Second we define the column vector \mathbf{B} of M rows.

    \begin{align*} B_k = \sum_{i=1}^N \cfrac{{y}_iX_k(x_i)}{{\sigma}_i^2} \end{align*}

A third M\times M matrix, D_{jk} has inverse C_{jk}.

    \begin{align*} {D}_{jk} &= \sum_{i=1}^N \cfrac{X_j(x_i)X_k(x_i)}{{\sigma}_i^2} \to \mathbf{D} = \mathbf{A}^T \mathbf{A}\\ \mathbf{C}&= \mathbf{D}^{-1} \end{align*}

Now the normal equations can be rewritten as

    \begin{align*} \mathbf{D} \mathbf{{a}} = \mathbf{B} \end{align*}

To solve for the fit parameters \mathbf{{a}} it is easy to numerically compute the inverse in MATLAB.

    \begin{align*} \mathbf{{a}}& = \mathbf{D}^{-1} \mathbf{B} = \mathbf{C}\mathbf{B} \\ {a}_j &= \sum_{k=1}^M C_{jk} \left[ \sum_{i=1}^N \cfrac{y_iX_k(x_i)}{{\sigma}_i^2}\right] \end{align*}

General parameter uncertainties

Now, we can find the uncertainty in the parameters by the propagation of error formula.

    \begin{align*} {\sigma}_{a_j}^2 &= \sum_{i=1}^N \left( \cfrac{\partial a_j}{\partial {y}_i}\right)^2{\sigma}_i^2\\ \cfrac{\partial a_j}{\partial {y}_i}&= \sum_{k=1}^M \cfrac{C_{jk} X_{k}(x_i)}{{\sigma}_i^2}\\ {\sigma}^2_{a_j}&= \sum_{k=1}^M \sum_{l=1}^M C_{jk} C_{jl} \left(\sum_{i=1}^N \cfrac{X_k(x_i)X_l(x_i)}{{\sigma}_i^2} \right)\\ {\sigma}^2_{a_j}&=\sum_{k=1}^M \sum_{l=1}^M C_{jk} C_{jl} D_{lk} \end{align*}

But \displaystyle \sum_{l=1}^M C_{jl}D_{lk} = \delta_{jk} the Kroenecker delta because \mathbf{C} is the inverse of \mathbf{D}.

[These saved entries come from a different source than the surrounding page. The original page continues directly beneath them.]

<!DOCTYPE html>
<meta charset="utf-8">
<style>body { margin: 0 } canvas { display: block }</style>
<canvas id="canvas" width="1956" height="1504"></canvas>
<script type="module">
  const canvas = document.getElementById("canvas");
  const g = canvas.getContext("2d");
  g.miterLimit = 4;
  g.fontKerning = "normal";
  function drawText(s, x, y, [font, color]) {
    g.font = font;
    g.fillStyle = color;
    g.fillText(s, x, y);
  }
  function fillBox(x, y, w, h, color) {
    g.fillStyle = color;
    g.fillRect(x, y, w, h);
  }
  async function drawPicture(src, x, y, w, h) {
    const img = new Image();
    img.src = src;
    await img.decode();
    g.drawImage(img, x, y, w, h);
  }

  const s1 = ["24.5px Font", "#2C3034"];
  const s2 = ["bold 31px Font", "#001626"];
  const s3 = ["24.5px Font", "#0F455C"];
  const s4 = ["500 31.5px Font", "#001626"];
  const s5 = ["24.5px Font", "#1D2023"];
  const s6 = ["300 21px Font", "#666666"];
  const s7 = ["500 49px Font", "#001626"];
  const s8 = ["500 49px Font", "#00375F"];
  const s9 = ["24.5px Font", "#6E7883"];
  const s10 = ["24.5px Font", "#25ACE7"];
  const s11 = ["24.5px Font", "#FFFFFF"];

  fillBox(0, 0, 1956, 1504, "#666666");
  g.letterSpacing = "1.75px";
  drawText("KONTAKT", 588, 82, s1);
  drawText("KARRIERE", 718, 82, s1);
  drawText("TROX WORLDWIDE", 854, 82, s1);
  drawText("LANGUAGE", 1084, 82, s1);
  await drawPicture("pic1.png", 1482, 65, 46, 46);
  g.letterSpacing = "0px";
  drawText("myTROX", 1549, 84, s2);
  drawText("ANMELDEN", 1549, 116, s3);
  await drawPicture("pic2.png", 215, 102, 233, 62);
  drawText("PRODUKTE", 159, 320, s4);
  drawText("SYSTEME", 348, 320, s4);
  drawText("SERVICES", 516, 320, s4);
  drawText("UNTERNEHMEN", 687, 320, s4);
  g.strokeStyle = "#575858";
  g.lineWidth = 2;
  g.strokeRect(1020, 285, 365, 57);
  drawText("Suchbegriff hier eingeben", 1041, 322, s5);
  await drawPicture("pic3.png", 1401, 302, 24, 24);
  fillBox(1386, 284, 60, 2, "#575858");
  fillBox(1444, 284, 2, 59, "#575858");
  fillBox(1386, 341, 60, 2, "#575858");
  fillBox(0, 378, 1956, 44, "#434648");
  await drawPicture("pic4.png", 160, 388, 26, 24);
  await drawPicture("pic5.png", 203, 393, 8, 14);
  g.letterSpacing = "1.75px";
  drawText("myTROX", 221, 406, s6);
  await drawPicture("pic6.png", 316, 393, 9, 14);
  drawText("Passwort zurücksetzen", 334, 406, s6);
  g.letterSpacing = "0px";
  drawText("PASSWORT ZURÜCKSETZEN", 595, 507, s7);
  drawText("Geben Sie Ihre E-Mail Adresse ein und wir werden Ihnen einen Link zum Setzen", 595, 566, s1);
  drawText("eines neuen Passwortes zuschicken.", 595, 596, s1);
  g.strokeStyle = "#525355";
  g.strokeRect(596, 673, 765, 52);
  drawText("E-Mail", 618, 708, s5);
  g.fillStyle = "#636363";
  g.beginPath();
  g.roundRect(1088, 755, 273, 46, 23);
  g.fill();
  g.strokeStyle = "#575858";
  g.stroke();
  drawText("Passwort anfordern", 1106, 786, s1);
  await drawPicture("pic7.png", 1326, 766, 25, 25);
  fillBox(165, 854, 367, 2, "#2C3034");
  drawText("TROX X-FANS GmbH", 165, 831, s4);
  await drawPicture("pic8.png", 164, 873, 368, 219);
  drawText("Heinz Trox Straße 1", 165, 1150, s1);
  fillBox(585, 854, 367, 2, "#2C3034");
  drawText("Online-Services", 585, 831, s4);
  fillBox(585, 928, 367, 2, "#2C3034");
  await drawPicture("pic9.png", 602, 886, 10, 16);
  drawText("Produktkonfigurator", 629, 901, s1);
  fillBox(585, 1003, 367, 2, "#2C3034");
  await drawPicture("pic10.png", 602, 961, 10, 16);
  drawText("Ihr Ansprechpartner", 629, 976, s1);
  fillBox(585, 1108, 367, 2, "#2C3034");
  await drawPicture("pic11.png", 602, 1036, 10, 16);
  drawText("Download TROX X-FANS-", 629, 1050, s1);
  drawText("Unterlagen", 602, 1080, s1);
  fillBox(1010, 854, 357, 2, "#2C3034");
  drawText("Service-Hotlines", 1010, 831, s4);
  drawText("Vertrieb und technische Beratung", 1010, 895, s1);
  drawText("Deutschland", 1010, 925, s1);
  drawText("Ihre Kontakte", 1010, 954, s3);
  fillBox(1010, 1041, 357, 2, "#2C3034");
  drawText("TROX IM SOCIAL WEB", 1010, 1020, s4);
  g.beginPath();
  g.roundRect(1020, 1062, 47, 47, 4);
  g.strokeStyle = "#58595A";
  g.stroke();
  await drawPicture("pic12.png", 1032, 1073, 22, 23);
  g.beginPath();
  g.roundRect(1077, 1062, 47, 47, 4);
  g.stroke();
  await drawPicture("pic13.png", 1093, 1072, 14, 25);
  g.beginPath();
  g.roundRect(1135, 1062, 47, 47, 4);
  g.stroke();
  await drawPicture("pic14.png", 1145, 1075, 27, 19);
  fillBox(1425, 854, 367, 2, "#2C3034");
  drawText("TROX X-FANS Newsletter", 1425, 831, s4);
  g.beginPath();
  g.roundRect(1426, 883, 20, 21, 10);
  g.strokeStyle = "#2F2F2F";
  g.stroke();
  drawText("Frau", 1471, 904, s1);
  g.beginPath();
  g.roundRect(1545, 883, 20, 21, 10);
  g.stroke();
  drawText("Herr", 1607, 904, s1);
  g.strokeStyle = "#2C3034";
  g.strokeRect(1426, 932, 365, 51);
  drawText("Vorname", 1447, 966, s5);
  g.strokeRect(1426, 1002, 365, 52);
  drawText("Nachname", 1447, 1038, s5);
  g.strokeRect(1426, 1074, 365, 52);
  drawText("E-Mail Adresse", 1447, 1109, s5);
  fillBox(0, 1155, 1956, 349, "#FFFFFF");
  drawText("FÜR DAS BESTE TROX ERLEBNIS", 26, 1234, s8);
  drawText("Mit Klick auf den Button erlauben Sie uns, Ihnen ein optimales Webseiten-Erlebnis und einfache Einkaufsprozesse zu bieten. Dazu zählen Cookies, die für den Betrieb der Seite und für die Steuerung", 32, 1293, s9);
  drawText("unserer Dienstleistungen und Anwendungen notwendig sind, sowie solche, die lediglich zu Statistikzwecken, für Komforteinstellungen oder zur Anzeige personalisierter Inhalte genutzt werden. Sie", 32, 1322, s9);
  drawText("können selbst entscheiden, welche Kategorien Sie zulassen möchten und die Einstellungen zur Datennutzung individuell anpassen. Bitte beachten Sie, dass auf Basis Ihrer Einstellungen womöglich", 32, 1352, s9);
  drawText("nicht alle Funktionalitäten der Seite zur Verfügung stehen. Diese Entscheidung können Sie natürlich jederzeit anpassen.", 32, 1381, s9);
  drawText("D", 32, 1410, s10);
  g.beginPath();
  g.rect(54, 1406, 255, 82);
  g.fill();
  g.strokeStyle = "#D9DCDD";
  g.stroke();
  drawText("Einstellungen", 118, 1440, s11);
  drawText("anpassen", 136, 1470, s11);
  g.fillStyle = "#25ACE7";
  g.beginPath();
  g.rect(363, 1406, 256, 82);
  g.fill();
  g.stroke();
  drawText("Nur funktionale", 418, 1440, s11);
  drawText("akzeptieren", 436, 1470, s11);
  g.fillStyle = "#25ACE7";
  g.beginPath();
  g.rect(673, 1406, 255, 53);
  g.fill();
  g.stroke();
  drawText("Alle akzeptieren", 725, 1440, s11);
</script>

    \begin{align*} \delta_{ij} = \begin{cases} 1, & \text{if } i=j,\\ 0, & \text{if } i\neq j. \end{cases} \end{align*}

so the sum reduces to

    \begin{align*} {\sigma}^2_{{a}_j} = C_{jj} \end{align*}

These are the uncertainties in the fitting parameters.
The off diagonal terms of \mathbf{C} also give the covariances. If two different groups use the least squares theory on a linear model they should arrive at the same results for the fitting parameters and their uncertainties which are derived here. To summarize the results for linear least squares models

    \begin{align*} {a}_j &= \sum_{k=1}^M C_{jk} \left[ \sum_{i=1}^N \cfrac{{y}_iX_k(x_i)}{{\sigma}_i^2}\right] \qquad {\sigma}_{{a}_j} = \sqrt{C_{jj}} \end{align*}

Linearizing nonlinear models

Sometimes data following a nonlinear relationship may be transformed to a linear model. One can then estimate the transformed parameters exactly in conjunction with propagation of error. Here is a well known example from biochemistry for the velocity of a chemical reaction illustrating linearization.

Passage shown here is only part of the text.